[[ Information supplied open ]]

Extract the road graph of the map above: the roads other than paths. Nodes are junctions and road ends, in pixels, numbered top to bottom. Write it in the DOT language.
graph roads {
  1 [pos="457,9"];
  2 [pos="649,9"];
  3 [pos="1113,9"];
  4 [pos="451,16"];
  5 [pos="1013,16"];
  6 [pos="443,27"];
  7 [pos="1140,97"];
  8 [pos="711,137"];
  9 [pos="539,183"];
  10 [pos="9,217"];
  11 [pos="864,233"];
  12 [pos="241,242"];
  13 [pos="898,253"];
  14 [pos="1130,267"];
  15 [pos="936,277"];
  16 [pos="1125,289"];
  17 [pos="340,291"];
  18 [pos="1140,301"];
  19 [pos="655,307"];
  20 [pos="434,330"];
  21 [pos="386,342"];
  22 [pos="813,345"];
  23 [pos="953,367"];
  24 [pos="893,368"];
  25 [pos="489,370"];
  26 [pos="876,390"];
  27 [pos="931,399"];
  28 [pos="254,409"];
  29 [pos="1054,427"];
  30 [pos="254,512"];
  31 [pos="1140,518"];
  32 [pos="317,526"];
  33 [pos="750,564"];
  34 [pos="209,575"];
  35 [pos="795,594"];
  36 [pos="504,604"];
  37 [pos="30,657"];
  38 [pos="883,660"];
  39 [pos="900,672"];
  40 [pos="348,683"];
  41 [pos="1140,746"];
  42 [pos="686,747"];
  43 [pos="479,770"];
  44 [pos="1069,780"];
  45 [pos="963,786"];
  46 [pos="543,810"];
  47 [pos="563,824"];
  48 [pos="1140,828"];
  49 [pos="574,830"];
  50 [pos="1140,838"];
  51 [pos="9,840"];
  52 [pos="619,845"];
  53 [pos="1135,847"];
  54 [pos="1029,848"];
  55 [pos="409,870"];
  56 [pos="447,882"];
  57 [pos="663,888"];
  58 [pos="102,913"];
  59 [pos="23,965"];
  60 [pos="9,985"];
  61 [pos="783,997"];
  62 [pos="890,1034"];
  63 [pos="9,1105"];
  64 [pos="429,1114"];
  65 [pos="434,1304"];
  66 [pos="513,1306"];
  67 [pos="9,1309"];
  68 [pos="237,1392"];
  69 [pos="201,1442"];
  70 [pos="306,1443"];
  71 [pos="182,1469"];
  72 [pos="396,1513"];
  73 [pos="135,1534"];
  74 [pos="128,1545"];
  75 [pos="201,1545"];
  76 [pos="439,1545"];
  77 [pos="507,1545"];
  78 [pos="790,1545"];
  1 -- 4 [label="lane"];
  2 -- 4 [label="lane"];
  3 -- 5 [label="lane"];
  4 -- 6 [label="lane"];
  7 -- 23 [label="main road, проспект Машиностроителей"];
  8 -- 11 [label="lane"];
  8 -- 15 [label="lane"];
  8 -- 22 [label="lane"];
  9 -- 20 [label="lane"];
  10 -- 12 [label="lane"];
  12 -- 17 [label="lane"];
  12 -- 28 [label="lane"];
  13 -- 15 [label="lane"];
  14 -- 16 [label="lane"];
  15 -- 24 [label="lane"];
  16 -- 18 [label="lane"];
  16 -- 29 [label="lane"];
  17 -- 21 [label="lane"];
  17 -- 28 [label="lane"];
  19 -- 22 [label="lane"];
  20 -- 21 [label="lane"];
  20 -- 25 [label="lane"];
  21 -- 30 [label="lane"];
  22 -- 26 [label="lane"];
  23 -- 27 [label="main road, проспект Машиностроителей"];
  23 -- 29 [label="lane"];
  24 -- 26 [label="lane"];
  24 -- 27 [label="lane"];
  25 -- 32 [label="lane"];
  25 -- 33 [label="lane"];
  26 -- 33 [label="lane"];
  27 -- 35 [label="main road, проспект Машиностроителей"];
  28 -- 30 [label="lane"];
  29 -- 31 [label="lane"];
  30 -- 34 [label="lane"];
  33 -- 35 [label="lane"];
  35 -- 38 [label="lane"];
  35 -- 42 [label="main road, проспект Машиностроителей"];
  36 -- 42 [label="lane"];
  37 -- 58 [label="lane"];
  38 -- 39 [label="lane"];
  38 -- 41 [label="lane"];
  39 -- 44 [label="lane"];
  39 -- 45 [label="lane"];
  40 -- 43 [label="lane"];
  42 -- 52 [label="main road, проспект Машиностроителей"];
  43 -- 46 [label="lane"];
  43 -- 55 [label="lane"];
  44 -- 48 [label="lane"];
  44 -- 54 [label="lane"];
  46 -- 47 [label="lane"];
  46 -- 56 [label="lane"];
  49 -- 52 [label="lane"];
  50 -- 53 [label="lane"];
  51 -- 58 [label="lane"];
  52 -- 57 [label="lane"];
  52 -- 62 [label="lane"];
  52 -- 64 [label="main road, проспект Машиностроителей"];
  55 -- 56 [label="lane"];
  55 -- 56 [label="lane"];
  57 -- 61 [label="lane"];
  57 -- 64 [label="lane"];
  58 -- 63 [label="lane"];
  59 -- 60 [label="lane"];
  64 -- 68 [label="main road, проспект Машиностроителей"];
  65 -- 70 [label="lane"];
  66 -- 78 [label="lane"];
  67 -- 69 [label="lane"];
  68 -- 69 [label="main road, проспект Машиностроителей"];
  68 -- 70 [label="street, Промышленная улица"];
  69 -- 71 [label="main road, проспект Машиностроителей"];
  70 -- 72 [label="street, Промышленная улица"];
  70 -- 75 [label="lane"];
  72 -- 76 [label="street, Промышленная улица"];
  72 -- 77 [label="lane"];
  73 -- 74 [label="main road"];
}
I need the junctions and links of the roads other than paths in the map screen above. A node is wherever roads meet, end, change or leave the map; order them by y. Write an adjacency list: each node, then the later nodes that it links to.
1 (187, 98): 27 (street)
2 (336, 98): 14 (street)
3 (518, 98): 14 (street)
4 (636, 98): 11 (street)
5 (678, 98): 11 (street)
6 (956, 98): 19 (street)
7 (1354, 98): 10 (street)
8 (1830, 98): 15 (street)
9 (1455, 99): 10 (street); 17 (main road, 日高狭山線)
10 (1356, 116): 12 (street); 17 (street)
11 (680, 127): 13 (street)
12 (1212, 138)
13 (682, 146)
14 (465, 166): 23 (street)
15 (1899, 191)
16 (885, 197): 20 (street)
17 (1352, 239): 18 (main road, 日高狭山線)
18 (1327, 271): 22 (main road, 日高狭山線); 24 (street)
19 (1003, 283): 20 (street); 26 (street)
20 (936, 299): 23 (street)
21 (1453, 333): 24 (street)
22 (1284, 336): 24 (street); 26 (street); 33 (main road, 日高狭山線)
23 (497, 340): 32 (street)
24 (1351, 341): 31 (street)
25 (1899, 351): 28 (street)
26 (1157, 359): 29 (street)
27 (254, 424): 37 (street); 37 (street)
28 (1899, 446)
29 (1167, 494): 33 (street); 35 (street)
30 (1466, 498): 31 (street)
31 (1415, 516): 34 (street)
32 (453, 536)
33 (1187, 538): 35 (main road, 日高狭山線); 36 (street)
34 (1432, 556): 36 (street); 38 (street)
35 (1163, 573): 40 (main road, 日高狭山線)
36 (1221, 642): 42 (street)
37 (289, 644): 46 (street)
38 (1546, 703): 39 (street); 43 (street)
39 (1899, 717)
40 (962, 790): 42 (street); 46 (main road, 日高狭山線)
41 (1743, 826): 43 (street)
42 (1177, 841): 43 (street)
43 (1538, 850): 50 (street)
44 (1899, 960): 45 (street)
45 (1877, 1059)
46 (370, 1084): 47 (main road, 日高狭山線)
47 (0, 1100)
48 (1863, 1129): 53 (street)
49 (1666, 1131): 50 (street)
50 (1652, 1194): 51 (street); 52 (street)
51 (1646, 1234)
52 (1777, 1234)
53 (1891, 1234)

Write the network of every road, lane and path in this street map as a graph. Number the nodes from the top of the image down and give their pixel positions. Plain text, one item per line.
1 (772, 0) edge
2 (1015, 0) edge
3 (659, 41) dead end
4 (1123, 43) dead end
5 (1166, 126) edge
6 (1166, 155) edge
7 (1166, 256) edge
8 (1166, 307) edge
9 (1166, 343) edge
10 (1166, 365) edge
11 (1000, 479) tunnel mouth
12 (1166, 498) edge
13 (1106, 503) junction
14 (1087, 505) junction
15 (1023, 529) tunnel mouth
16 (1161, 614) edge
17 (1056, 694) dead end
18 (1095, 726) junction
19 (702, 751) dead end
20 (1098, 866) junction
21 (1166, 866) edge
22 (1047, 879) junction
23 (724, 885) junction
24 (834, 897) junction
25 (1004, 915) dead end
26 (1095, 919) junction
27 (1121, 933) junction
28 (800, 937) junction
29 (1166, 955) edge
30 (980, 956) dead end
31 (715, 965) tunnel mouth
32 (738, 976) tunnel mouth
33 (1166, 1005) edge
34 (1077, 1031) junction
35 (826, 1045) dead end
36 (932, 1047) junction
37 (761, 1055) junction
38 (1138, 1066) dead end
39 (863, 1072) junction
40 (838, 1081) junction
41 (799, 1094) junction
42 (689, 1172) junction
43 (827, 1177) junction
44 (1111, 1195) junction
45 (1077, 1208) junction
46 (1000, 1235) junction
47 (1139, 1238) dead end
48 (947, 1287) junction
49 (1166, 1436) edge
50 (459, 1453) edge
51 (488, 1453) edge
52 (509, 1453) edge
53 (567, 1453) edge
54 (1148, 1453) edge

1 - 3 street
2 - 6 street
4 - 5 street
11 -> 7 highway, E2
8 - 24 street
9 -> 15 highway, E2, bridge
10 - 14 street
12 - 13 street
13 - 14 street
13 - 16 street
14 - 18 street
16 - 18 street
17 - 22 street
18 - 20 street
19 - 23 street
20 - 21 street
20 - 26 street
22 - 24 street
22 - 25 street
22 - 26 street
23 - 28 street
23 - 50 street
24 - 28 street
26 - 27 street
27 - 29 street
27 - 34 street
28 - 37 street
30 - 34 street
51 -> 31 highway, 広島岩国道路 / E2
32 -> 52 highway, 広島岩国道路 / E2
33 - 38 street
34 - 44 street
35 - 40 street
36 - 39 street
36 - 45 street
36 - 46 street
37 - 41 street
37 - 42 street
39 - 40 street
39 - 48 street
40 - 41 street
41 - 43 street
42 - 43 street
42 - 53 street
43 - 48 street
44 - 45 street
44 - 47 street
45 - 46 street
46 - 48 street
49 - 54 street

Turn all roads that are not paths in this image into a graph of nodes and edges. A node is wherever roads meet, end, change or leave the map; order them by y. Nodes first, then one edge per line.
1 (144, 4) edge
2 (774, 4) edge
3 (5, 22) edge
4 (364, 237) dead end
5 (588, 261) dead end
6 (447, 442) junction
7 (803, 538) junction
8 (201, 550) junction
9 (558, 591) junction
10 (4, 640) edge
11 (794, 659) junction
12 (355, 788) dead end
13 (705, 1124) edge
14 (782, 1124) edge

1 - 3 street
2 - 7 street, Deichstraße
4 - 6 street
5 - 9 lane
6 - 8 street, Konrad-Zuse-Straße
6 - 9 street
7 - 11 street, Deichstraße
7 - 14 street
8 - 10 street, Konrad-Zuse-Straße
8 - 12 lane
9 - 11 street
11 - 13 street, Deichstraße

[[ Information supplied closed ]]

▸ Problem to solve: From the entries above, copy each line holding "that".

▸ Answer space:
I need the junctions and links of the roads other than paths in the map screen above. A node is wherever roads meet, end, change or leave the map; order them by y. Write an adjacency list: each node, then the later nodes that it links to.
Turn all roads that are not paths in this image into a graph of nodes and edges. A node is wherever roads meet, end, change or leave the map; order them by y. Nodes first, then one edge per line.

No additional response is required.